The Least He Could Have Done Was Call It MarchioriRank
Daniele Lepido, Bloomberg: “It was 17 years ago that [Massimo Marchiori] showed the world his Internet search engine. Sitting in the audience at an Internet conference in Santa Clara, California, when Marchiori unveiled the breakthrough, was a student, four years younger than the speaker, who listened with rapt attention. That guy was Larry Page.”
Loeb’s Vision of Yahoo’s Potential Even Clearer Now
Remember when Yahoo CEO Marissa Mayer said this: “Daniel Loeb had the vision to see Yahoo for its immense potential — the potential to return to greatness as a company and the potential to deliver significant shareholder value.” No?

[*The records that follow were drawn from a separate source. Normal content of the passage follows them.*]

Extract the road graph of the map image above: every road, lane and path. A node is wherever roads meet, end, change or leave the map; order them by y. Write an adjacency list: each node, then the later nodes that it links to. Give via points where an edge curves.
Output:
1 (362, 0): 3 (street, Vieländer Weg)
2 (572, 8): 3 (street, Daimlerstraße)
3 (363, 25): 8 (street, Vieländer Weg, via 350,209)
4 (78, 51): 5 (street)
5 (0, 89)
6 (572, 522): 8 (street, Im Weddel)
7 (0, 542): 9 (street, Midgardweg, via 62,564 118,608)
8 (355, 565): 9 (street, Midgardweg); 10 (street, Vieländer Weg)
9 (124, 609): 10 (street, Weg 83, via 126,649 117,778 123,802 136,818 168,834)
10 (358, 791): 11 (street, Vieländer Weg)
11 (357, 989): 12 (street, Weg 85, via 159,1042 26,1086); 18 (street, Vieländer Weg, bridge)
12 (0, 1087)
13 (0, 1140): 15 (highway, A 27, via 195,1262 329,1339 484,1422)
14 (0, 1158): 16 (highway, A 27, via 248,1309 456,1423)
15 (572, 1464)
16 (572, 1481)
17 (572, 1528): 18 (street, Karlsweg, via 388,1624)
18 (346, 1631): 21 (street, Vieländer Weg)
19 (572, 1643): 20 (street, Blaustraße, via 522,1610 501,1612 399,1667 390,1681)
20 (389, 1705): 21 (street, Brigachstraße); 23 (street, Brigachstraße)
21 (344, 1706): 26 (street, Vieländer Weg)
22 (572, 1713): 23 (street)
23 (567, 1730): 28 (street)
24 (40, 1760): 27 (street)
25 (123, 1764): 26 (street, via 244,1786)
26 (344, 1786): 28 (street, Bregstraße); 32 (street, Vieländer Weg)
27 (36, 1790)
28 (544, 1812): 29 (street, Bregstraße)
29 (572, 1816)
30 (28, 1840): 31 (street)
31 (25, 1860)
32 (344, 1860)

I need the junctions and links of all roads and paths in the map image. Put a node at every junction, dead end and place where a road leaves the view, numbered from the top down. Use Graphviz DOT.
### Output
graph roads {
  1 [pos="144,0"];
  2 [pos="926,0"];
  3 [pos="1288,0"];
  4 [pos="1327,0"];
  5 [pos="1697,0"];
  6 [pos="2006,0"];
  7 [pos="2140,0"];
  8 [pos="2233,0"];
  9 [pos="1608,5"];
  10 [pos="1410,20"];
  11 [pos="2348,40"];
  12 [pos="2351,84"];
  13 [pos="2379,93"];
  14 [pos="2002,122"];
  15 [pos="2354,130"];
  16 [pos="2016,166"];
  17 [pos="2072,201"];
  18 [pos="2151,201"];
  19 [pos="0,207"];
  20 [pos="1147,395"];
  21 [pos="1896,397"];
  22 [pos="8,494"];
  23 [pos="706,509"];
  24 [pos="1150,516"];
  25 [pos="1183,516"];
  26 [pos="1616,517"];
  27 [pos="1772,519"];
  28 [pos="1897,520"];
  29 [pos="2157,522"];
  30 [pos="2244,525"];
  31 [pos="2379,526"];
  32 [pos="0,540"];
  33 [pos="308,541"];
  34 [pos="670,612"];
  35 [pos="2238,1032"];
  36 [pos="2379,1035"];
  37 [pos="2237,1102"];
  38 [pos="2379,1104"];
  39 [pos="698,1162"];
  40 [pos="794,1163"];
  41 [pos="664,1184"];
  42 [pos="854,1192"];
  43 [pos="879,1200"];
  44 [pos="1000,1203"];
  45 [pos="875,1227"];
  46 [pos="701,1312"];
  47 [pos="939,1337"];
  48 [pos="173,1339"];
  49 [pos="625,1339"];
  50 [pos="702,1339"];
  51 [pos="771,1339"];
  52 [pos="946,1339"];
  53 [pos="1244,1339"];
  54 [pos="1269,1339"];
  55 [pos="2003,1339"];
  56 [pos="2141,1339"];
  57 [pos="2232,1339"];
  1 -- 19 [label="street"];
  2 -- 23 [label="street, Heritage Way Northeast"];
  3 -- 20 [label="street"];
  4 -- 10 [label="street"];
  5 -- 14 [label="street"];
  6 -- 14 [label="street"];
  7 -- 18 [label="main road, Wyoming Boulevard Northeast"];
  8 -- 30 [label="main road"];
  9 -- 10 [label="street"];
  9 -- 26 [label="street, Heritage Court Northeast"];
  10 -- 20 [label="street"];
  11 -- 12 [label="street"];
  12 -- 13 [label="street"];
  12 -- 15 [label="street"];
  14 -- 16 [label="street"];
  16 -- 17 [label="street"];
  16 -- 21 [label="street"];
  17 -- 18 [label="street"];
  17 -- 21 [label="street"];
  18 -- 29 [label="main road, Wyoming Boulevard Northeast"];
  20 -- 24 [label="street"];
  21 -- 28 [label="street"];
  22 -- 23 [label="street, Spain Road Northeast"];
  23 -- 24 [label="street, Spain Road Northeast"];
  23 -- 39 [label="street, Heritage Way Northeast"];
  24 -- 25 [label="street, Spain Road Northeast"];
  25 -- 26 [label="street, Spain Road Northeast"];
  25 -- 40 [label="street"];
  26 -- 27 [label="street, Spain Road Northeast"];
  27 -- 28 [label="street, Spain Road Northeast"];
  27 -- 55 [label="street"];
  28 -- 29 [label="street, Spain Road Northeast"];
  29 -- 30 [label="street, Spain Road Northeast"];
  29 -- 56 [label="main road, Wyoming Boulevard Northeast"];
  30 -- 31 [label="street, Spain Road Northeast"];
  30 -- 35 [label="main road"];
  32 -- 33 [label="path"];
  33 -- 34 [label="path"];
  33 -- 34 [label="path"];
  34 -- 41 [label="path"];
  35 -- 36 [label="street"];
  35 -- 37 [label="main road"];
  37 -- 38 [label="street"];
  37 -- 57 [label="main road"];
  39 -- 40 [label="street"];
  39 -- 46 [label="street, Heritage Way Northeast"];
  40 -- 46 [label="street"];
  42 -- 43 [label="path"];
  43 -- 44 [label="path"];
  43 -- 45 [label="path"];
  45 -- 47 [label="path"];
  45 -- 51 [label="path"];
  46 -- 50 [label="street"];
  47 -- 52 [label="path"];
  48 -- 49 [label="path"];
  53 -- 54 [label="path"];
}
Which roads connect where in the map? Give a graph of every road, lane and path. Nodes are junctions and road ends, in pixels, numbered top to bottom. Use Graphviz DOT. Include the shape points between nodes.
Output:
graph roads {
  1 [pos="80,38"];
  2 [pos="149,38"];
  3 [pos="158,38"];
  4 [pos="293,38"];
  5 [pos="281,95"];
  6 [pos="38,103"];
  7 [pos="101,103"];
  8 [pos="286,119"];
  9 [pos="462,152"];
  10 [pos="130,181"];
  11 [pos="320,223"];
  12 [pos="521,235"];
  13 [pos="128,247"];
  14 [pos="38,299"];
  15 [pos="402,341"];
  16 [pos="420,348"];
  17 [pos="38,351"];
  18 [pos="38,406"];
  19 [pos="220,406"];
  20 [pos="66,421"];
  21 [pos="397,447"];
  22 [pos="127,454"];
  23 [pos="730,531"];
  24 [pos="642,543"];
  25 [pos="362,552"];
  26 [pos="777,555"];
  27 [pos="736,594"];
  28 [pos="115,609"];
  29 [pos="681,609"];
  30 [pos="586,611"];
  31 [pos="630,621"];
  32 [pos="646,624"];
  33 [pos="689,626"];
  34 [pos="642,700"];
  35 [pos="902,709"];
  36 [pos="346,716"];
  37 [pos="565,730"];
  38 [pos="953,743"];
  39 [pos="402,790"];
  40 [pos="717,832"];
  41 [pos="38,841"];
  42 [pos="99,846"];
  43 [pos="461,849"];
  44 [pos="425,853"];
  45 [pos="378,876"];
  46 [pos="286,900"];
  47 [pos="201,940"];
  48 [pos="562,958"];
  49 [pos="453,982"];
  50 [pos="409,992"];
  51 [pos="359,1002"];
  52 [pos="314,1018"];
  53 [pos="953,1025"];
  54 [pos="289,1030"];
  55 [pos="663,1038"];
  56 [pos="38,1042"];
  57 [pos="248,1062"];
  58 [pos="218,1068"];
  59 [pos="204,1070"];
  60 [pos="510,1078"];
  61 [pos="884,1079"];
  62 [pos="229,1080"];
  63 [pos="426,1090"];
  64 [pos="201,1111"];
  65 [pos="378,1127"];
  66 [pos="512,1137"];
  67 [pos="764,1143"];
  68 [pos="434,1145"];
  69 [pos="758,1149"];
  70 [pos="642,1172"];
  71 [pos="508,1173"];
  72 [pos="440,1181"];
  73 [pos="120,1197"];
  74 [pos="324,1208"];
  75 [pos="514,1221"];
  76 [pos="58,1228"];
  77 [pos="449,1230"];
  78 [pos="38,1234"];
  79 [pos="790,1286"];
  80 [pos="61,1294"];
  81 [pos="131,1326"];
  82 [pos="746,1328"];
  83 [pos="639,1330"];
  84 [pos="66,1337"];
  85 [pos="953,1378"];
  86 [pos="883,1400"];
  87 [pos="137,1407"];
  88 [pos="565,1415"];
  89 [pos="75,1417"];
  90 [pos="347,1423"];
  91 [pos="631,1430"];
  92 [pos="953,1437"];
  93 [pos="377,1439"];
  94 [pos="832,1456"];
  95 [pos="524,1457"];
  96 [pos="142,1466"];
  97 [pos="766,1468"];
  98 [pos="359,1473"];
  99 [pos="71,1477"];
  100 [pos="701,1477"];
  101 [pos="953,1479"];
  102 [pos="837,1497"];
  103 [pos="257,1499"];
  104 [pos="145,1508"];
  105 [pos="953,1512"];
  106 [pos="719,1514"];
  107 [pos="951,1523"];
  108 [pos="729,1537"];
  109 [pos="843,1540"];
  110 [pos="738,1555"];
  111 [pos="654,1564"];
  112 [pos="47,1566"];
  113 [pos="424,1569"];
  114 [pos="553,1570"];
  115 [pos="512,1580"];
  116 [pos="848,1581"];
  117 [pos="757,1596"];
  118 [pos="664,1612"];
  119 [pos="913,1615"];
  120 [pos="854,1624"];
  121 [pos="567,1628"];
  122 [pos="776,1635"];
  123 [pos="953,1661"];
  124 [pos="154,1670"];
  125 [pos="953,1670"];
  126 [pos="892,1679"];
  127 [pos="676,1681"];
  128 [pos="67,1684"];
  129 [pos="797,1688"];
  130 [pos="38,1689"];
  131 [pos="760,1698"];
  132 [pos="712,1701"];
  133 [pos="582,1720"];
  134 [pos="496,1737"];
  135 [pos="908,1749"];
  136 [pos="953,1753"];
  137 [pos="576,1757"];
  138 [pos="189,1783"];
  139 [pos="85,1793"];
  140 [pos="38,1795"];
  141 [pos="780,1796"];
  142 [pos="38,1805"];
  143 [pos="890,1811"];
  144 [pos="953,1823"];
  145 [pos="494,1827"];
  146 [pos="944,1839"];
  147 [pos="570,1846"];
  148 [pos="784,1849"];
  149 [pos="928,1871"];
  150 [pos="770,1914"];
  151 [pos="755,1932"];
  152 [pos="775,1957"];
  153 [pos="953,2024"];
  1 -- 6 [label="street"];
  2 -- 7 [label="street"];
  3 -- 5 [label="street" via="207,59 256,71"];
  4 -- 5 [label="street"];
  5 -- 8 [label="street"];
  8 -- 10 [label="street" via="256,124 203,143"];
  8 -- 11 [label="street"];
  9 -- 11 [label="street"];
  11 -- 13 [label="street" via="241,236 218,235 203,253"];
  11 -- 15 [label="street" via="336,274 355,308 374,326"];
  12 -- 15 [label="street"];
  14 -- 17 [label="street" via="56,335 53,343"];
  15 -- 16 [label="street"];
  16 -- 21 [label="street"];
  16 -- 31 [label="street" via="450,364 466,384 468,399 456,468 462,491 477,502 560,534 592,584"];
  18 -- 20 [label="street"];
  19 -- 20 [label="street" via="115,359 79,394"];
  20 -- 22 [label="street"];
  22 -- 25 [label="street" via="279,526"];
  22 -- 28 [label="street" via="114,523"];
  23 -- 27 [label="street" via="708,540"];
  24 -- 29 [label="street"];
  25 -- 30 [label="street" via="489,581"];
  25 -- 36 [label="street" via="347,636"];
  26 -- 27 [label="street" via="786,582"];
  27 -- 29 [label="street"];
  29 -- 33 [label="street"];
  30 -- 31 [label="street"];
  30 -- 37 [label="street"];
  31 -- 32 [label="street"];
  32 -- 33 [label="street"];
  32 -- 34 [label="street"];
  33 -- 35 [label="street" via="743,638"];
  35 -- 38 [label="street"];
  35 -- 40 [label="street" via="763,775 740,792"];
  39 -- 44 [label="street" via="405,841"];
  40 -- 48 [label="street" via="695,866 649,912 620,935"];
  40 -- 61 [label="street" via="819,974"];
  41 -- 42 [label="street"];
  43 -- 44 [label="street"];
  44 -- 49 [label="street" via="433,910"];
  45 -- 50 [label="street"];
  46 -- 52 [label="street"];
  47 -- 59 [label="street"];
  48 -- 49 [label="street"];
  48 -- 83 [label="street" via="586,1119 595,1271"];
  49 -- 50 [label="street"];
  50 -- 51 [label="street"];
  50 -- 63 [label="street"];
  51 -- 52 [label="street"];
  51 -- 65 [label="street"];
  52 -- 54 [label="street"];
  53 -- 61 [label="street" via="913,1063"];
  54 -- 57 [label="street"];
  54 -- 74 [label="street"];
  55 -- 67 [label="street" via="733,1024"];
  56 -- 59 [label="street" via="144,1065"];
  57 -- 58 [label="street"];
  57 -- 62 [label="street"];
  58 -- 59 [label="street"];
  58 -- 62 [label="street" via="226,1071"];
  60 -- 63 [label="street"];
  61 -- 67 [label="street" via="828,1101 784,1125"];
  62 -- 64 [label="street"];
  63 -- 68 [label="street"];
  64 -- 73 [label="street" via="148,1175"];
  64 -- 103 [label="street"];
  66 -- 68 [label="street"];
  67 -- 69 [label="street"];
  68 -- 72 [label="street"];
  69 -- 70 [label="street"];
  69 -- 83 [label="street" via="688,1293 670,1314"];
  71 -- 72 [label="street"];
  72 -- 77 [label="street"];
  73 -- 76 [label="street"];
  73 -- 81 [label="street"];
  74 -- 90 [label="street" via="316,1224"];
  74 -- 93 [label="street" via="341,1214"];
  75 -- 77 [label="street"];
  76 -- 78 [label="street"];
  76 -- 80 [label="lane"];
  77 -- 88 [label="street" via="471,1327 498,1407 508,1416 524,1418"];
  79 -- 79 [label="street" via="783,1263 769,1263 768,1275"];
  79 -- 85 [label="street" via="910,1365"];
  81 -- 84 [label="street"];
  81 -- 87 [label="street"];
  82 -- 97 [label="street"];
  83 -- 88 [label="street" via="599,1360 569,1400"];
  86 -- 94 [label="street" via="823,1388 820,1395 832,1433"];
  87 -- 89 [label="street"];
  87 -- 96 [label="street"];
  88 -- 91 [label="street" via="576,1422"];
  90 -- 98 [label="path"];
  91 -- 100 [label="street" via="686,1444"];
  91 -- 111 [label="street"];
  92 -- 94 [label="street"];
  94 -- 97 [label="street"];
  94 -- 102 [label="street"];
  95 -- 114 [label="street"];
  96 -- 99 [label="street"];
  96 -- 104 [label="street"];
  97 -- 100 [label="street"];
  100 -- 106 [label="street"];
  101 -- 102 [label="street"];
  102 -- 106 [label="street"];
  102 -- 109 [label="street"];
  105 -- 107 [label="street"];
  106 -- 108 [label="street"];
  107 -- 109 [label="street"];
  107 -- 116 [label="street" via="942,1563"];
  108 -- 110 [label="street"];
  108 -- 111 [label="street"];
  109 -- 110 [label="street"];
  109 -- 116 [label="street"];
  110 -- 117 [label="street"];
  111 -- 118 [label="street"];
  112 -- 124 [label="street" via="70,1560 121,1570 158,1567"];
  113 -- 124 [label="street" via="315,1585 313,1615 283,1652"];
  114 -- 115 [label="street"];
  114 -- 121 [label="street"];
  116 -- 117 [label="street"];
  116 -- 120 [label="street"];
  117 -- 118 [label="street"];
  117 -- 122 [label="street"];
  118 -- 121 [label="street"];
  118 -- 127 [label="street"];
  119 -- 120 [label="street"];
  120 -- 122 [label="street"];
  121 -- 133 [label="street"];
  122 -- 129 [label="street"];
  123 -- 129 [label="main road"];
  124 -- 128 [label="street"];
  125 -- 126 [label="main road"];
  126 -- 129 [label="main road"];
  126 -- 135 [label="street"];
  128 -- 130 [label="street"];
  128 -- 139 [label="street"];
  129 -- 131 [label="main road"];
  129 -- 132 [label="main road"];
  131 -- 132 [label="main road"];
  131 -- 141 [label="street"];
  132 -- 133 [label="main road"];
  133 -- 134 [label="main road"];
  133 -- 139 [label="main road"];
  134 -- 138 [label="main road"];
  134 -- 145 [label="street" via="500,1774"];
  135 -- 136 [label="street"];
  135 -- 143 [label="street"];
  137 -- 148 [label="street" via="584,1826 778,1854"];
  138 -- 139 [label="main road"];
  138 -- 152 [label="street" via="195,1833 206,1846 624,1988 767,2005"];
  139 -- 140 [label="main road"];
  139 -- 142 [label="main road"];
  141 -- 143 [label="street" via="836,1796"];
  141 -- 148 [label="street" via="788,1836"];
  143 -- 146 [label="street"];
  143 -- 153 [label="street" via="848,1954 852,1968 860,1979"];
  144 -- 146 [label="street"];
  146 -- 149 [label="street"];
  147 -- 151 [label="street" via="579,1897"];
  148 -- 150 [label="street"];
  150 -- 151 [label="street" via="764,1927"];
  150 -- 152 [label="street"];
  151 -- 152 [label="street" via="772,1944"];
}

Neither does Loeb. His hedge fund, Third Point, sold all eight million of its shares of Yahoo in the first quarter of this year, according to a new regulatory filing.
But if Zombies Had Annexed Crimea, We Would Have Been Ready
Gordon Lubold, Foreign Policy: “Navy Capt. Pamela Kunze, a spokeswoman for Strategic Command, acknowledged the document exists on a ‘secure Internet site’ but took pains to explain that the zombie survival guide is only a creative endeavor for training purposes. ‘The document is identified as a training tool used in an in-house training exercise where students learn about the basic concepts of military plans and order development through a fictional training scenario,’ she wrote in an email. ‘This document is not a U.S. Strategic Command plan.'”
I Call Fake …
Panic Inc.: “Here are those pics you wanted of the new iPad proto remember don’t share these with anyone.”
Off Topic
Pornburger and the best fully automatic Wolverine claws ever.